I have a model for user and login page. When I enter right username and
password, i can not login to the system altough the user exists in the
db.
here’s the model:
require ‘digest/sha2’
class User < ActiveRecord::Base
attr_accessor :password
def password=(pass)
salt = [Array.new(6){rand(256).chr}.join].pack(“m”).chomp
self.password_salt, self.password_hash = salt,
Digest::SHA256.hexdigest(pass + salt)
end
def self.authenticate(username, password)
user = User.find(:first, :conditions => [‘username = ?’, username])

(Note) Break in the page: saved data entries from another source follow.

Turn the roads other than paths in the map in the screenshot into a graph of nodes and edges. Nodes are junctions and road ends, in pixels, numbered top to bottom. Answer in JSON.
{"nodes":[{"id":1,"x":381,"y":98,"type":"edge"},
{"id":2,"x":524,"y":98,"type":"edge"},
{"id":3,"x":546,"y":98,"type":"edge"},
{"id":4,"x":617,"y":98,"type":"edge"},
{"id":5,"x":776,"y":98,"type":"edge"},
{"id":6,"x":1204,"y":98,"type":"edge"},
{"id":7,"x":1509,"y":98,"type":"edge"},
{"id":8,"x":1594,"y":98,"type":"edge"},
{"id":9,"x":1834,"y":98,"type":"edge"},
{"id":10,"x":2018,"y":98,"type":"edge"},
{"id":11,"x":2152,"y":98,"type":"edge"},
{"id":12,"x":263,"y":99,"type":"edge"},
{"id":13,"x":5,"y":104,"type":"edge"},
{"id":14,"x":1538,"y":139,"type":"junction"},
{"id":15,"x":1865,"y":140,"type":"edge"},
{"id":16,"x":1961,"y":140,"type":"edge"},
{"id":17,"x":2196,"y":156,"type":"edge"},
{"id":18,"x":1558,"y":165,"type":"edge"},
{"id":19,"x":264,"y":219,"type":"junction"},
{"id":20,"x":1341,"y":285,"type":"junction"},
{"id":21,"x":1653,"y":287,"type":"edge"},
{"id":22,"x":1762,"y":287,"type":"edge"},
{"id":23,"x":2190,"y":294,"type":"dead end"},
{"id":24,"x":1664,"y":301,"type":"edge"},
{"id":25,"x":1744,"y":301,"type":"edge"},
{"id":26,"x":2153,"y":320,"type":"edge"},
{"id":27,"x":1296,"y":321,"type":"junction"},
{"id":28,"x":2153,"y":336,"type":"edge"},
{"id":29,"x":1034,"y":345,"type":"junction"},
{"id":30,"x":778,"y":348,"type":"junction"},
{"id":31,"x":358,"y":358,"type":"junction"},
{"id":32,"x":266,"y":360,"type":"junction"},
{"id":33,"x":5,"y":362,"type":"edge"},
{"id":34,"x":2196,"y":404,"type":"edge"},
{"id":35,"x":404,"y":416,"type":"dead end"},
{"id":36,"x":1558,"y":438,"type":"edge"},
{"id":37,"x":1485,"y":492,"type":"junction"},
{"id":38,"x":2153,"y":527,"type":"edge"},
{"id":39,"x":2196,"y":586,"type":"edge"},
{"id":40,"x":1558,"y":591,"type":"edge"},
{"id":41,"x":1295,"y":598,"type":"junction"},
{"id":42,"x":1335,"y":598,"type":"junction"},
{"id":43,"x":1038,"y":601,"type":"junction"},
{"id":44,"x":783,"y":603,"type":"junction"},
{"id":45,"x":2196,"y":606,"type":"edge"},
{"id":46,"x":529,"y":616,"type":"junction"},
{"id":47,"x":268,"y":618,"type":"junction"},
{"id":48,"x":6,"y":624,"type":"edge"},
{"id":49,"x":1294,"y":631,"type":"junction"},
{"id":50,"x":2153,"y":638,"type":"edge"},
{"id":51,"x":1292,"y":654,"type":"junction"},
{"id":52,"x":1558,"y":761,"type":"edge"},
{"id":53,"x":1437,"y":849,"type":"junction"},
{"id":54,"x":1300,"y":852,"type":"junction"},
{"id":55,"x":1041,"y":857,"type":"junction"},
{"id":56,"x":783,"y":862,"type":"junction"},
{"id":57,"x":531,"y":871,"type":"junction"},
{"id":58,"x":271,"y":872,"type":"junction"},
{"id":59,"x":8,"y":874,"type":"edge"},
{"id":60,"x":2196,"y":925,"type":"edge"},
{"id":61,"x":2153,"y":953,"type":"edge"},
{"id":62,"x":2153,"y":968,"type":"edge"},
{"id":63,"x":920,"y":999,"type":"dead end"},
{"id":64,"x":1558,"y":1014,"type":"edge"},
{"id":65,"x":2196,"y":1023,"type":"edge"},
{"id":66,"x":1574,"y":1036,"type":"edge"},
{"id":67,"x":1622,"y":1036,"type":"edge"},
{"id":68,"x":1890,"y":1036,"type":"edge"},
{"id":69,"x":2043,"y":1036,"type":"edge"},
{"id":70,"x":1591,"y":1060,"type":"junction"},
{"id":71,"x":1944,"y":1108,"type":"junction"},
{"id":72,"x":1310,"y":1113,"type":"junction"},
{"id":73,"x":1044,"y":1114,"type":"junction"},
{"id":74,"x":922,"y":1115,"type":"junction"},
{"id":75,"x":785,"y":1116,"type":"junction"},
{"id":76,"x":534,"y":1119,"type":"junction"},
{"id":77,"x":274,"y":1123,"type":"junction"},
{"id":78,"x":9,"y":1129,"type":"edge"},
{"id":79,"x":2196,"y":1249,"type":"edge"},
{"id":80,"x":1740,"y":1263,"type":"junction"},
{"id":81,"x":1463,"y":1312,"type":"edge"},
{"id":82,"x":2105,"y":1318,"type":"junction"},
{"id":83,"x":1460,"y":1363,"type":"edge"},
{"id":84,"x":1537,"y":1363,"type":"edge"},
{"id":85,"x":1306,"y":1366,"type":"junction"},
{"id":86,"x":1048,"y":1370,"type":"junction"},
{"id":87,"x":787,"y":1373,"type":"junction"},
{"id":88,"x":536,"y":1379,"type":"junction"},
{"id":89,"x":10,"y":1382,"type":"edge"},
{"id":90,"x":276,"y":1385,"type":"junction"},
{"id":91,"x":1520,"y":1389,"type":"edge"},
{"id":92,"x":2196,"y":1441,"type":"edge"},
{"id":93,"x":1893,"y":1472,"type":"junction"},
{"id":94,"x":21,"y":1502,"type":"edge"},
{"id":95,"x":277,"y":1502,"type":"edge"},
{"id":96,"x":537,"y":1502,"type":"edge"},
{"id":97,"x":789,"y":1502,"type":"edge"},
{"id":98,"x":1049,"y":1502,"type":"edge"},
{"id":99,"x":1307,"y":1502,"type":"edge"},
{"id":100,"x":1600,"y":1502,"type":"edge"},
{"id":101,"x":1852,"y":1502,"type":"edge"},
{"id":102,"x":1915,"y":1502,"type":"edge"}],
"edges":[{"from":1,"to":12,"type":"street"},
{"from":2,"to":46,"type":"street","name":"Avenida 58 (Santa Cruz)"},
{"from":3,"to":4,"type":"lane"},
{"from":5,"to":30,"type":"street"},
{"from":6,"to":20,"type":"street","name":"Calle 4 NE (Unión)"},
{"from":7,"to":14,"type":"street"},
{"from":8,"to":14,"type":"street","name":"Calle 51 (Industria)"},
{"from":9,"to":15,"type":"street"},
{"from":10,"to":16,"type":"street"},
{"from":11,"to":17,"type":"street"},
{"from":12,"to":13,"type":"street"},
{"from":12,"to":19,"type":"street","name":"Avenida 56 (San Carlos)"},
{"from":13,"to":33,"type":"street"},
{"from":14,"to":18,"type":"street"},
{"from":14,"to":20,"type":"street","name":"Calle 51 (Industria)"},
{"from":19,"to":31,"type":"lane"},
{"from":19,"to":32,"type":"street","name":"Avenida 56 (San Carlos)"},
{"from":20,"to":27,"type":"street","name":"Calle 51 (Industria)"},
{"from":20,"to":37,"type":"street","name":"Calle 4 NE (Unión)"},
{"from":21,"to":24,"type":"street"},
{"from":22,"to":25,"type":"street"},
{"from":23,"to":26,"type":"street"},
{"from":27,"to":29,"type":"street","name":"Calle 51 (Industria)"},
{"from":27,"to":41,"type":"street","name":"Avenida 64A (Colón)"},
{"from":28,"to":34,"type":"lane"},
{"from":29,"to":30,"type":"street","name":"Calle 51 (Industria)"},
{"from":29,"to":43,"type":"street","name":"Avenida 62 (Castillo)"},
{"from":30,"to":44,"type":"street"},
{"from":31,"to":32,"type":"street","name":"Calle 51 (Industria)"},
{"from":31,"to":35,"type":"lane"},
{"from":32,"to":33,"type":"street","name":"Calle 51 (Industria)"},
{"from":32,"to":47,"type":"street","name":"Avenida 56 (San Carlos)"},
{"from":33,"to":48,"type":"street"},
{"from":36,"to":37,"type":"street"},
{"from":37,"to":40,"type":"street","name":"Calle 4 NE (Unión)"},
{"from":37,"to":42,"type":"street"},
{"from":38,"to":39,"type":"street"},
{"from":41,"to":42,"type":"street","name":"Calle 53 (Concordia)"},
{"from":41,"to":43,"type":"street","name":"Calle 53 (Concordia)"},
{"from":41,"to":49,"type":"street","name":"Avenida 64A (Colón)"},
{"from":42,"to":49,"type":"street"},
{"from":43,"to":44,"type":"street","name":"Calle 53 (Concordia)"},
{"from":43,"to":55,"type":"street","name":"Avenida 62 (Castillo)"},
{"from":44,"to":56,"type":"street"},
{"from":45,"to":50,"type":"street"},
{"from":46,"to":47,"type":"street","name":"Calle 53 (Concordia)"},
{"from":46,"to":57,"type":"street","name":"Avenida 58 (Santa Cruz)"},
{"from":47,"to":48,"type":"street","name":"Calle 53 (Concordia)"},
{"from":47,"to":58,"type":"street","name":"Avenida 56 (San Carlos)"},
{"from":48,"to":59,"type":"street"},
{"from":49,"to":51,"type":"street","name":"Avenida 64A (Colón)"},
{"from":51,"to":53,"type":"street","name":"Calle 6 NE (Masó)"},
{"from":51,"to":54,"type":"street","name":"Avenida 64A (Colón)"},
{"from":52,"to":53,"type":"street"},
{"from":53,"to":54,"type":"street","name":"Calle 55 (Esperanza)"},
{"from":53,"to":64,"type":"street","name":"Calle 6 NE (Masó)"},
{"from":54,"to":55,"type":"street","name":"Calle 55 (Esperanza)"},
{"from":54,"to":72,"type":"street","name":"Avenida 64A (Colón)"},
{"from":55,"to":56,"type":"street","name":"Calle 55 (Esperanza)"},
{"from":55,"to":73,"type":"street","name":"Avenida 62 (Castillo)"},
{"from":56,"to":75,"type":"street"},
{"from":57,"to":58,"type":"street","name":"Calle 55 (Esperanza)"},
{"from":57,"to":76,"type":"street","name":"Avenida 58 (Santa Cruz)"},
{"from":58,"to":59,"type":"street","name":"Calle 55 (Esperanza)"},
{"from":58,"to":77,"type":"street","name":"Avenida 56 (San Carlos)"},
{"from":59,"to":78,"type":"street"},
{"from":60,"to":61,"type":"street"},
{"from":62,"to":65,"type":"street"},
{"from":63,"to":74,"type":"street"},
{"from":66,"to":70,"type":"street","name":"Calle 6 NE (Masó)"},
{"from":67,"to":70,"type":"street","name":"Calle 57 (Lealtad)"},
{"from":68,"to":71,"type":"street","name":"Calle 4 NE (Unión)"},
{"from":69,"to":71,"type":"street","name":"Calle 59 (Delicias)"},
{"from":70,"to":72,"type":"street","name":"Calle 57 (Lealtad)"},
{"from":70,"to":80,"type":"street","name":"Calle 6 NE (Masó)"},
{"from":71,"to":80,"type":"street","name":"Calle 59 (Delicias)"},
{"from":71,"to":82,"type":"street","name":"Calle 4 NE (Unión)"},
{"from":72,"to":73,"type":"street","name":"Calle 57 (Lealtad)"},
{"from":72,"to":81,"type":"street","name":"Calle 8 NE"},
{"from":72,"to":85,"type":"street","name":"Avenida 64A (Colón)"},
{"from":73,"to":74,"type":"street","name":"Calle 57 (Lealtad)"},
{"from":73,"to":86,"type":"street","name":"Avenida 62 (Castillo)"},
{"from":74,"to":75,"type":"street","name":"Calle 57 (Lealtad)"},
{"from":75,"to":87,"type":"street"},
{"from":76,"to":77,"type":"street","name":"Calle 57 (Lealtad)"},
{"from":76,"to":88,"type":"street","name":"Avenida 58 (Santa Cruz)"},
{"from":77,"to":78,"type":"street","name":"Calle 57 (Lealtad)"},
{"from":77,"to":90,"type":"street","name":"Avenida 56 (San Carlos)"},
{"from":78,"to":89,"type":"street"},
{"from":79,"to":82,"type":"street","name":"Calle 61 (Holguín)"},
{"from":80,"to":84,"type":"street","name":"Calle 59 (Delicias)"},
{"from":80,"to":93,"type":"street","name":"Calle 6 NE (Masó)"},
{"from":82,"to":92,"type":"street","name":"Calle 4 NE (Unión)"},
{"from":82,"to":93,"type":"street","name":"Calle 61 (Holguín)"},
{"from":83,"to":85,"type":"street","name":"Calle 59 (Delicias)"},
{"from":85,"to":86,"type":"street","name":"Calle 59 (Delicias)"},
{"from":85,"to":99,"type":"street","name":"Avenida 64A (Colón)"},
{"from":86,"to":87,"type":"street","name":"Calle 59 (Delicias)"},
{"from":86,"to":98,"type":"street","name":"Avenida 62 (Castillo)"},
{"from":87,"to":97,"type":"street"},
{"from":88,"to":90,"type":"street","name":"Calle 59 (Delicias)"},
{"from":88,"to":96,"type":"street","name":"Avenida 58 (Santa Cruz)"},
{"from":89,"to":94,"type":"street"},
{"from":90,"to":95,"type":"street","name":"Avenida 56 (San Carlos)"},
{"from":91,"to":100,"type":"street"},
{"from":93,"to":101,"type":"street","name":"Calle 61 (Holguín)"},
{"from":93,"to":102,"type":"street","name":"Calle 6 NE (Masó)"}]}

if user.blank? || Digest::SHA256.hexdigest(password +
user.password_salt) != user.password_hash
raise “Username or password invalid”
end
user
end
end
when i test the authenticate method from the console, when i type the
right username and password it doesn’t raise error. but when i try to
login from the login page it raise the error.
my view is:
<%= flash[:notice] -%>
<% form_tag :controller => :user, :action => :login do %>
Username
<%= text_field 'user', 'username' %>
Password
<%= password_field 'user', 'password' %>
<%= submit_tag 'Login' -%> <% end %>
and my controller is:
class UserController < ApplicationController
def login
if request.post?
begin
session[:user] =
User.authenticate(params[:username],params[:password]).id
redirect_to :controller => session[:intended_controller],
:action => session[:intended_action]
rescue
flash[:notice] = “Username or password invalid”
end
end
end
def logout
session[:user] = nil
redirect_to :controller => :user, :action => :index
end
def register
if request.post?
@user = User.new(params[:user])
if @user.save
redirect_to :action => :account_creation_success, :id => @user
end
end
end
end
do i forget something?